= Beginning of Section =
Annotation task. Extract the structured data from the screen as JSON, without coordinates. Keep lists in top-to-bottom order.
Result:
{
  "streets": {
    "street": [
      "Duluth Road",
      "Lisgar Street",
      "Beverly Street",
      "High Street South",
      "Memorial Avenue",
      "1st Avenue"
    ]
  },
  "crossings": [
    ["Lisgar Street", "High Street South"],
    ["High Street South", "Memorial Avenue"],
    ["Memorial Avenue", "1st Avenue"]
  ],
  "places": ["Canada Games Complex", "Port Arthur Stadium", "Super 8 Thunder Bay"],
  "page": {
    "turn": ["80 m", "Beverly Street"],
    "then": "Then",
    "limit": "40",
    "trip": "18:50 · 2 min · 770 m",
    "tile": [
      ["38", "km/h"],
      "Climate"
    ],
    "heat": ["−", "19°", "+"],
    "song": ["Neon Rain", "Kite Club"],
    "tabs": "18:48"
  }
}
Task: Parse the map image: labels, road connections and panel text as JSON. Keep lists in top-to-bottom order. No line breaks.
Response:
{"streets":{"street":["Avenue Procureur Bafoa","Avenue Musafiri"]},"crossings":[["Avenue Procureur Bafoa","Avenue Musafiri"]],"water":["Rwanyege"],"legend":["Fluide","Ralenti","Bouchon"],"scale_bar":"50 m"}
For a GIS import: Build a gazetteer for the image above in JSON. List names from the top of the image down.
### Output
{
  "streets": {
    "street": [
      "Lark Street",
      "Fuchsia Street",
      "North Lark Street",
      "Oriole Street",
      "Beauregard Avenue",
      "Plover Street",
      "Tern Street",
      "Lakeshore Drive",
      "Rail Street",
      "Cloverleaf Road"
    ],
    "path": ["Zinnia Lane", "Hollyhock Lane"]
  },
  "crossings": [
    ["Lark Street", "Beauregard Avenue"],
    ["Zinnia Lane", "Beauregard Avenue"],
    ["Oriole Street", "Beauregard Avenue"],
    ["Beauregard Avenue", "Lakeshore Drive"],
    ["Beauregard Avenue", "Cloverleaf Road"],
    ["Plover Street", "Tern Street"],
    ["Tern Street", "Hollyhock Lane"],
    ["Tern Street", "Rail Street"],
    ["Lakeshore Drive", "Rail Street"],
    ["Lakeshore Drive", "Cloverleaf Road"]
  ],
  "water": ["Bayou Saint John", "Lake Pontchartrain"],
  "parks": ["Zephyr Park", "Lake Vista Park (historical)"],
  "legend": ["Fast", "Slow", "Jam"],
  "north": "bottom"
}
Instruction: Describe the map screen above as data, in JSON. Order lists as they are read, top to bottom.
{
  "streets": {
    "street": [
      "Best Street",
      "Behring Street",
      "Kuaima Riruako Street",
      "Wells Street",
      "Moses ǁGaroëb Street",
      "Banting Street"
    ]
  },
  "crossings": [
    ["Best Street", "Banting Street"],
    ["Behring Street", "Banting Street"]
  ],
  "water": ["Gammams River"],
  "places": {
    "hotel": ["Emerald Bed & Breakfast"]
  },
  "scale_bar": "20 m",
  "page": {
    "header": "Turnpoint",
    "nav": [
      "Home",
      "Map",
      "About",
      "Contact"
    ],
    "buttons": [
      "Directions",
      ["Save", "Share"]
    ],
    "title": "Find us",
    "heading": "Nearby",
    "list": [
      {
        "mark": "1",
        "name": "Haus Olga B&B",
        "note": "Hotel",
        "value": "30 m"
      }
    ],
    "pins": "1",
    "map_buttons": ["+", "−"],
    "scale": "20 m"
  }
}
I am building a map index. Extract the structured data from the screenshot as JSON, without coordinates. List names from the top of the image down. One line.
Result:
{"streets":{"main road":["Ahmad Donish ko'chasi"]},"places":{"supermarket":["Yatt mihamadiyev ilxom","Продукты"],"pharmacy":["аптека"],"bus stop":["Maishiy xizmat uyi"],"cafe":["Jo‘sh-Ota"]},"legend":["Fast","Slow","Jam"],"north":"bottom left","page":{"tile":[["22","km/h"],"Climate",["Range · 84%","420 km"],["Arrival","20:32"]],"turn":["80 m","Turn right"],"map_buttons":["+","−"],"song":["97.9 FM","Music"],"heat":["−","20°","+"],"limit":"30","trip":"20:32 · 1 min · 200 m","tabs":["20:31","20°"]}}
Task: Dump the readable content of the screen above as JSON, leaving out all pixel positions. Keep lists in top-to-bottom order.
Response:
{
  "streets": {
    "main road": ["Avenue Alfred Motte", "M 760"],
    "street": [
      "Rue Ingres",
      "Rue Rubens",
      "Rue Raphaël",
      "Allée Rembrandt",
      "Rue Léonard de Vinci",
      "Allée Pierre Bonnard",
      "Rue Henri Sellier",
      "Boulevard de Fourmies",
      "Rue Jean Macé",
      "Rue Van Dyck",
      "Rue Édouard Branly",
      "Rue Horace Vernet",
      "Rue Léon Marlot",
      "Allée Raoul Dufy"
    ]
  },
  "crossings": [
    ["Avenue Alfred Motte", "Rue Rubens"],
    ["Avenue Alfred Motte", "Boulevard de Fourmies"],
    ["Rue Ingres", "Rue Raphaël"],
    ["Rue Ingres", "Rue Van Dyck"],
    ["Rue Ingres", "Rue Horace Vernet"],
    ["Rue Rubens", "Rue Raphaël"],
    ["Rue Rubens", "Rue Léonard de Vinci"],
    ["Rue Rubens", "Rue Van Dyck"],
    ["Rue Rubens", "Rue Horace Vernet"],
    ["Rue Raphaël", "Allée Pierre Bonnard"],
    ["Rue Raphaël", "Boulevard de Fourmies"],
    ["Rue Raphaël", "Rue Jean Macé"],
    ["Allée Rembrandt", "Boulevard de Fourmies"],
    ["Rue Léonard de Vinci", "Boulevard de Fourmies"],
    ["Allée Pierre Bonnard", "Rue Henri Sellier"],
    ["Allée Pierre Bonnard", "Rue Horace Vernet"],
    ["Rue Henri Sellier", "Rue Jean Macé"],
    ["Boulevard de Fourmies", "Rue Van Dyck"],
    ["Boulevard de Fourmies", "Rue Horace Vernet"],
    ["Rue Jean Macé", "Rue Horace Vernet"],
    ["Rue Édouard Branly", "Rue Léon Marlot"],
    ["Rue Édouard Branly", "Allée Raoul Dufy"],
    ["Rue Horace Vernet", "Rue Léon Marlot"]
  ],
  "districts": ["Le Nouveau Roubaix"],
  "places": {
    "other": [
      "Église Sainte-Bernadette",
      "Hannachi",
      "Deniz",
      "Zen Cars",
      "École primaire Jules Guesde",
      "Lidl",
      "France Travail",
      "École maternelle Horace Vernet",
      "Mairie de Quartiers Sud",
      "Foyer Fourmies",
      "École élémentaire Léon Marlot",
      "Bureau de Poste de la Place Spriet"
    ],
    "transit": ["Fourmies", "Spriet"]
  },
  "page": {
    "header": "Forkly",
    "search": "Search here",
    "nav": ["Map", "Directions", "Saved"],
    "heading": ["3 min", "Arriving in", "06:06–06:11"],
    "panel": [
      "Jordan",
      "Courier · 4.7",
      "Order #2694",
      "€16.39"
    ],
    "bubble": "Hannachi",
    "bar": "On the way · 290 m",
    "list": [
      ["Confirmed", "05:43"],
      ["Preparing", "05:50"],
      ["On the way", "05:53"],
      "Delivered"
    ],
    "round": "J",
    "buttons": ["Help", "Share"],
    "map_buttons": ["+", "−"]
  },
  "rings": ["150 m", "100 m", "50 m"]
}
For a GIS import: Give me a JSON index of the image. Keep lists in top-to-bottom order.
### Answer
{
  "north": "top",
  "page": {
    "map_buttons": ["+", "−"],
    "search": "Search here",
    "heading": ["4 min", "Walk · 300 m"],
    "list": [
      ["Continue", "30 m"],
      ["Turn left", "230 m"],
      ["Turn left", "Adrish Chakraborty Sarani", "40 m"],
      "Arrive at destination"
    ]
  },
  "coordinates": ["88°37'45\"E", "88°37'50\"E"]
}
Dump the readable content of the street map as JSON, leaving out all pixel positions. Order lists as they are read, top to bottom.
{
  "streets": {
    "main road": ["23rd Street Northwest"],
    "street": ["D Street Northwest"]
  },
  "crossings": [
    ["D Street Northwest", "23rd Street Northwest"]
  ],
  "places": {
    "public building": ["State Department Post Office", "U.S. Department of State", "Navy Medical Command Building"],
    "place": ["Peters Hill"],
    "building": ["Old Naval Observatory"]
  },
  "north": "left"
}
= End of Section =
Requirement: Wherever the string "water" is found in the entries, copy the line it sits in.

Answer:
{"streets":{"street":["Avenue Procureur Bafoa","Avenue Musafiri"]},"crossings":[["Avenue Procureur Bafoa","Avenue Musafiri"]],"water":["Rwanyege"],"legend":["Fluide","Ralenti","Bouchon"],"scale_bar":"50 m"}
  "water": ["Bayou Saint John", "Lake Pontchartrain"],
  "water": ["Gammams River"],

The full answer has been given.